Records for this task:
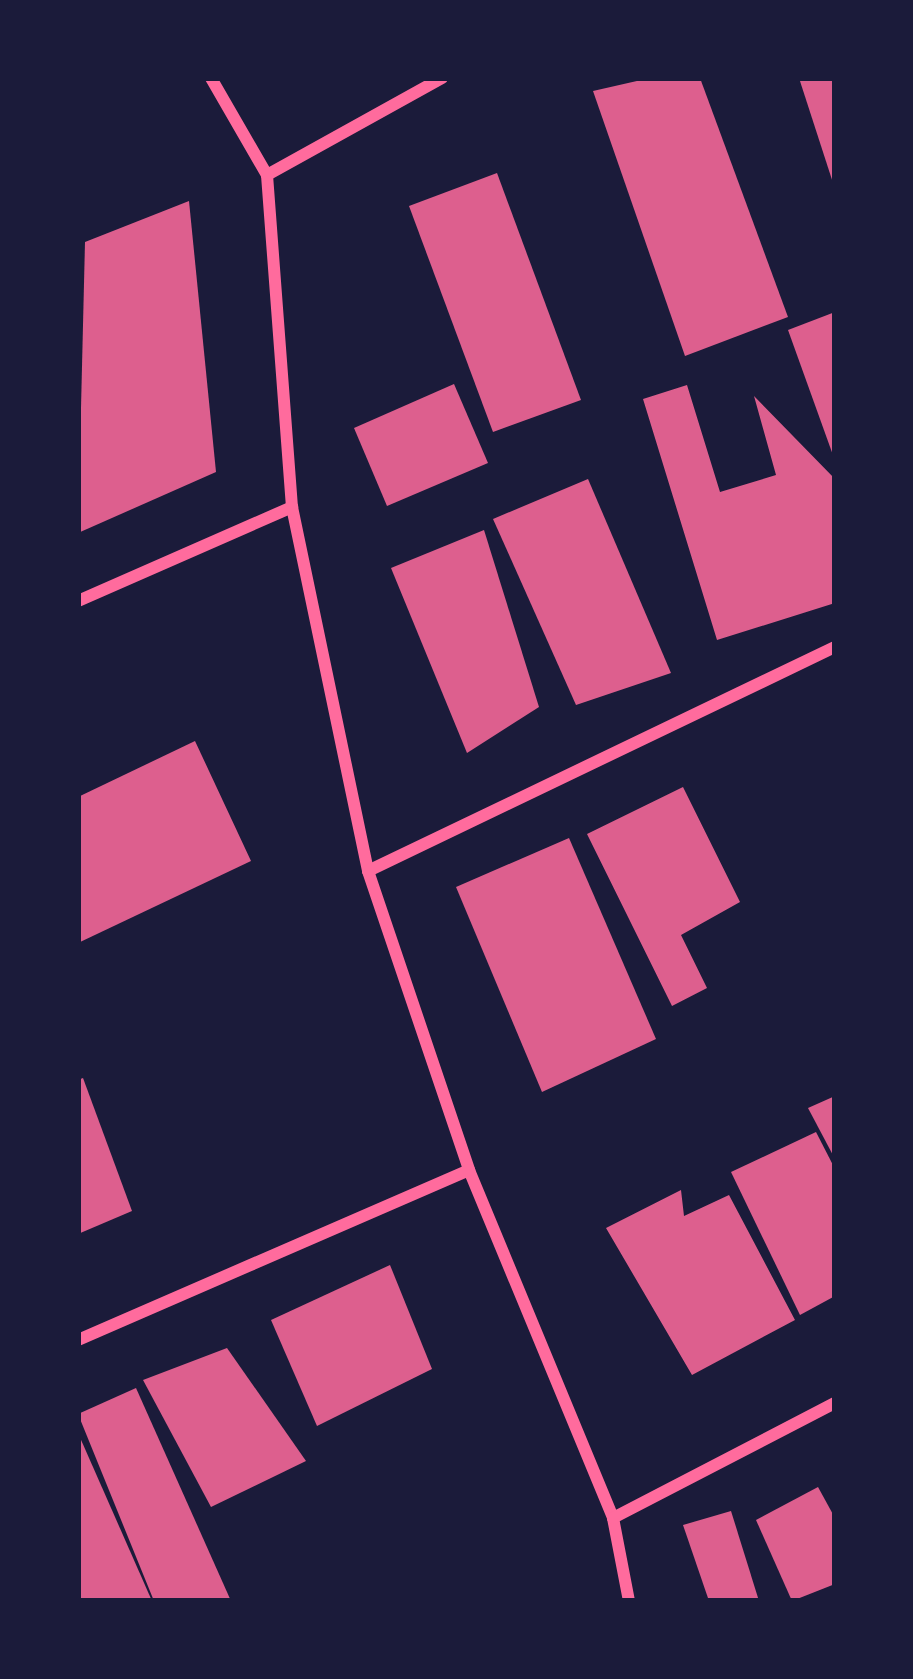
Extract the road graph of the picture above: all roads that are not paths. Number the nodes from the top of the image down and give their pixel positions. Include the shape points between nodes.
1 (211, 78) edge
2 (442, 78) edge
3 (267, 175) junction
4 (292, 507) junction
5 (78, 602) edge
6 (835, 647) edge
7 (368, 871) junction
8 (469, 1170) junction
9 (78, 1340) edge
10 (835, 1402) edge
11 (613, 1518) junction
12 (629, 1601) edge

1 - 3 street
2 - 3 street
3 - 4 street
4 - 5 street
4 - 7 street
6 - 7 street
7 - 8 street
8 - 9 street
8 - 11 street
10 - 11 street
11 - 12 street

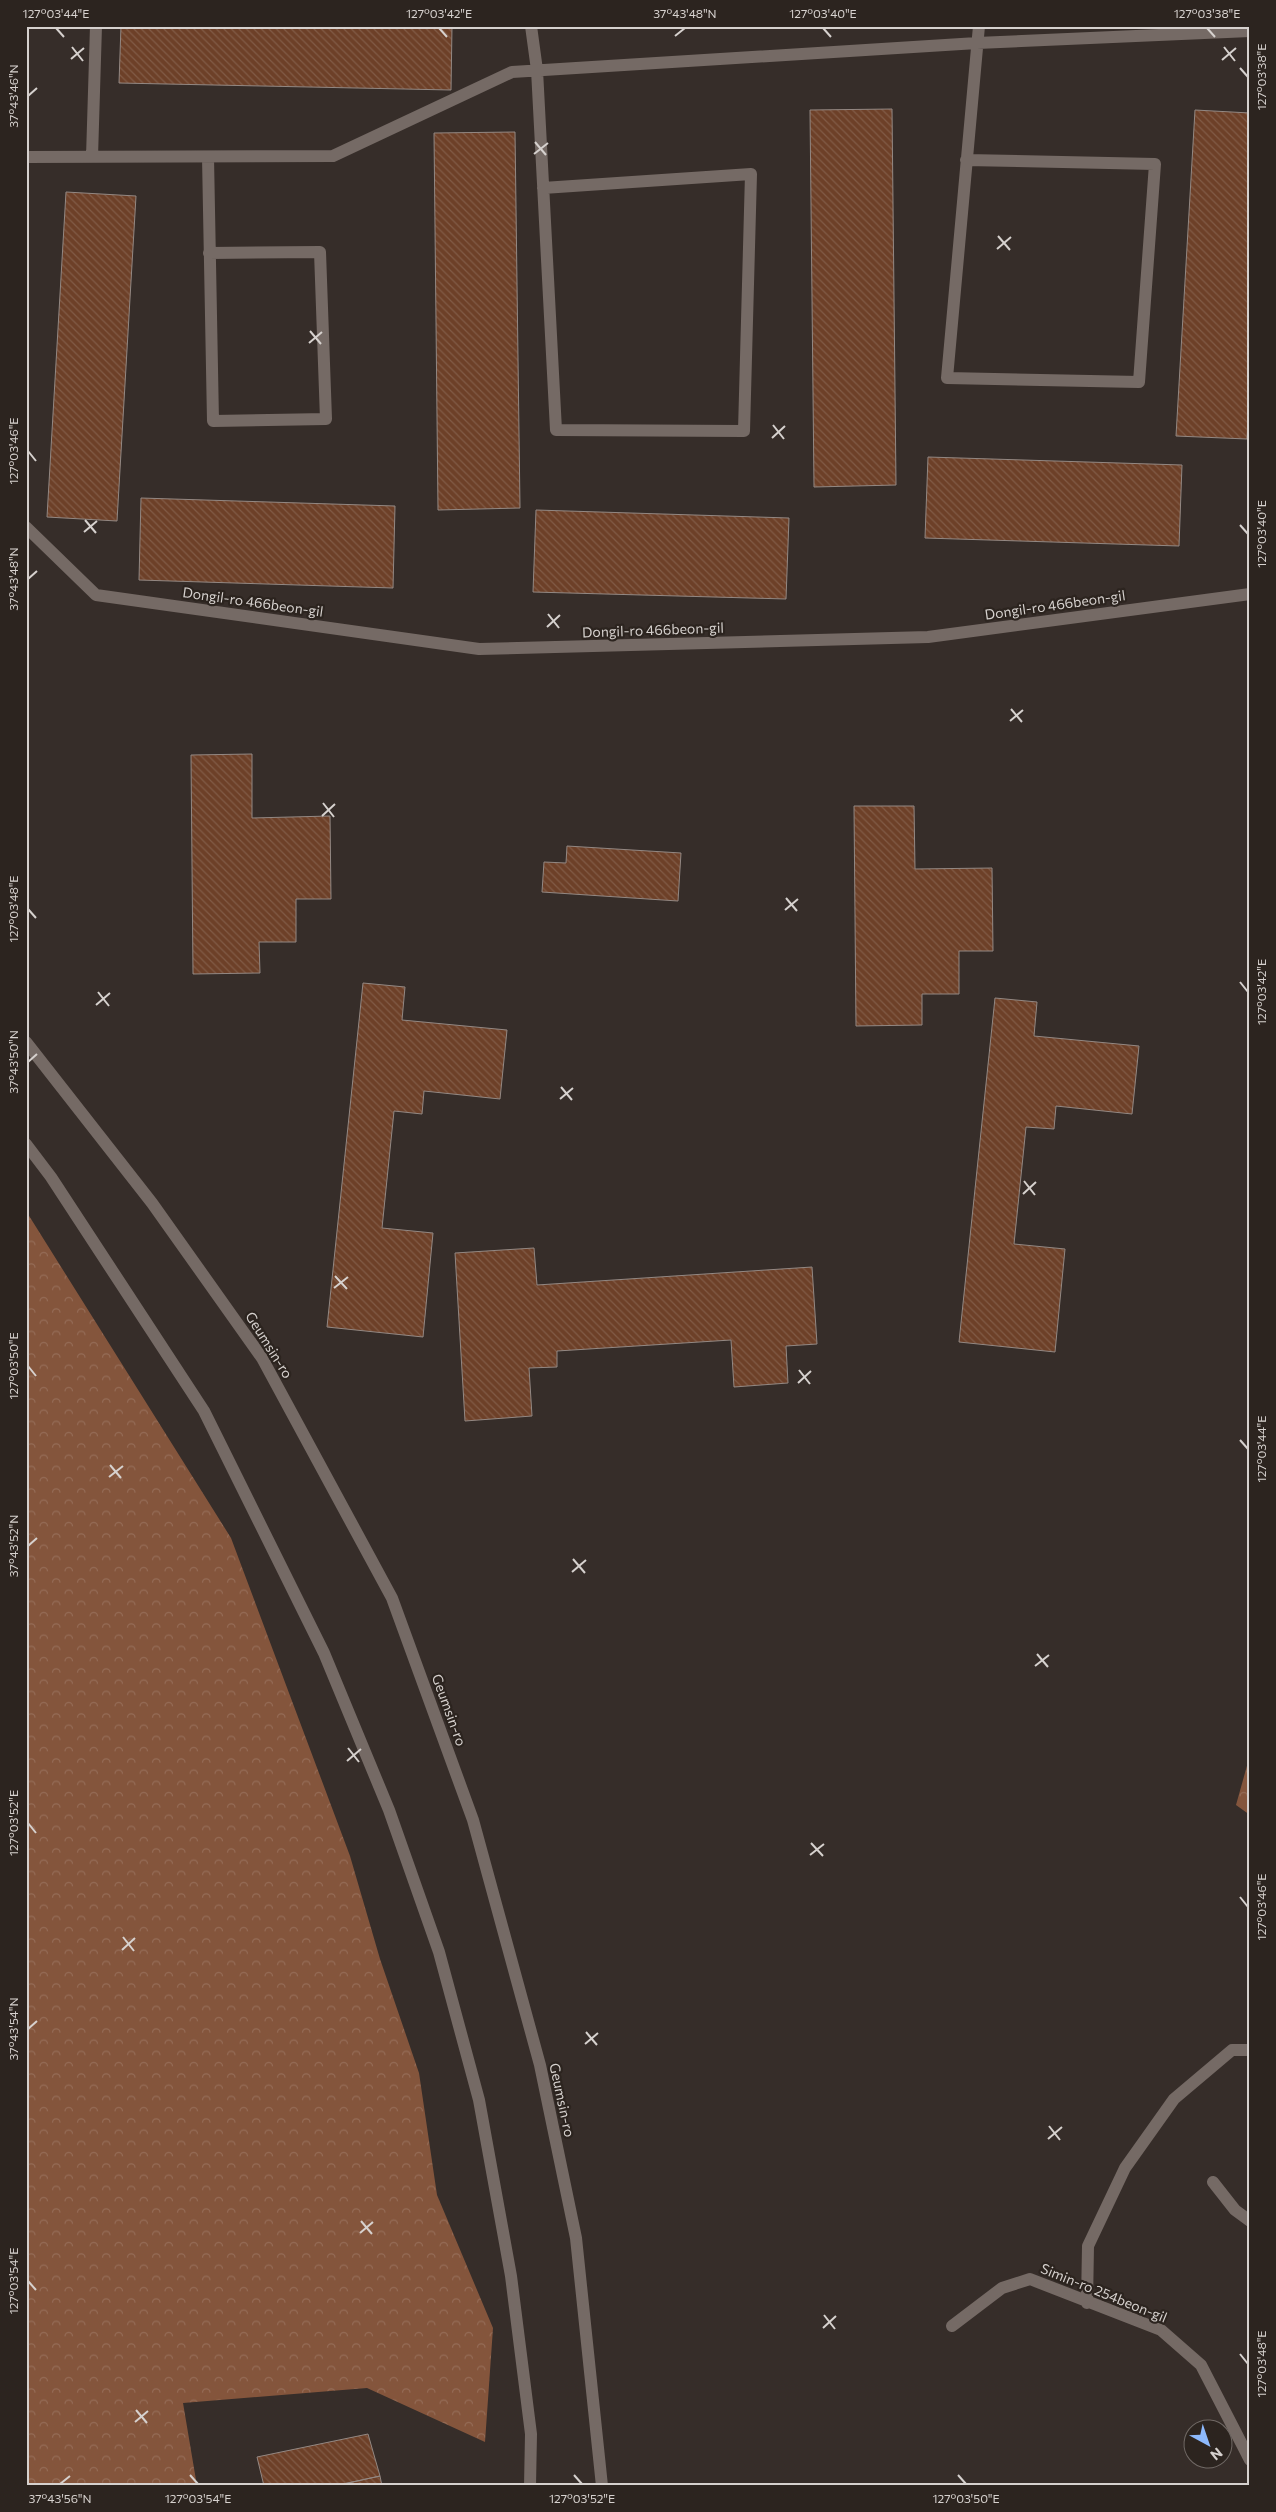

What needs to be done: Every line of the data should be copied as it stands, without the images.

Result for this task:
Extract the road graph of the picture above: all roads that are not paths. Number the nodes from the top of the image down and give their pixel positions. Include the shape points between nodes.
1 (211, 78) edge
2 (442, 78) edge
3 (267, 175) junction
4 (292, 507) junction
5 (78, 602) edge
6 (835, 647) edge
7 (368, 871) junction
8 (469, 1170) junction
9 (78, 1340) edge
10 (835, 1402) edge
11 (613, 1518) junction
12 (629, 1601) edge

1 - 3 street
2 - 3 street
3 - 4 street
4 - 5 street
4 - 7 street
6 - 7 street
7 - 8 street
8 - 9 street
8 - 11 street
10 - 11 street
11 - 12 street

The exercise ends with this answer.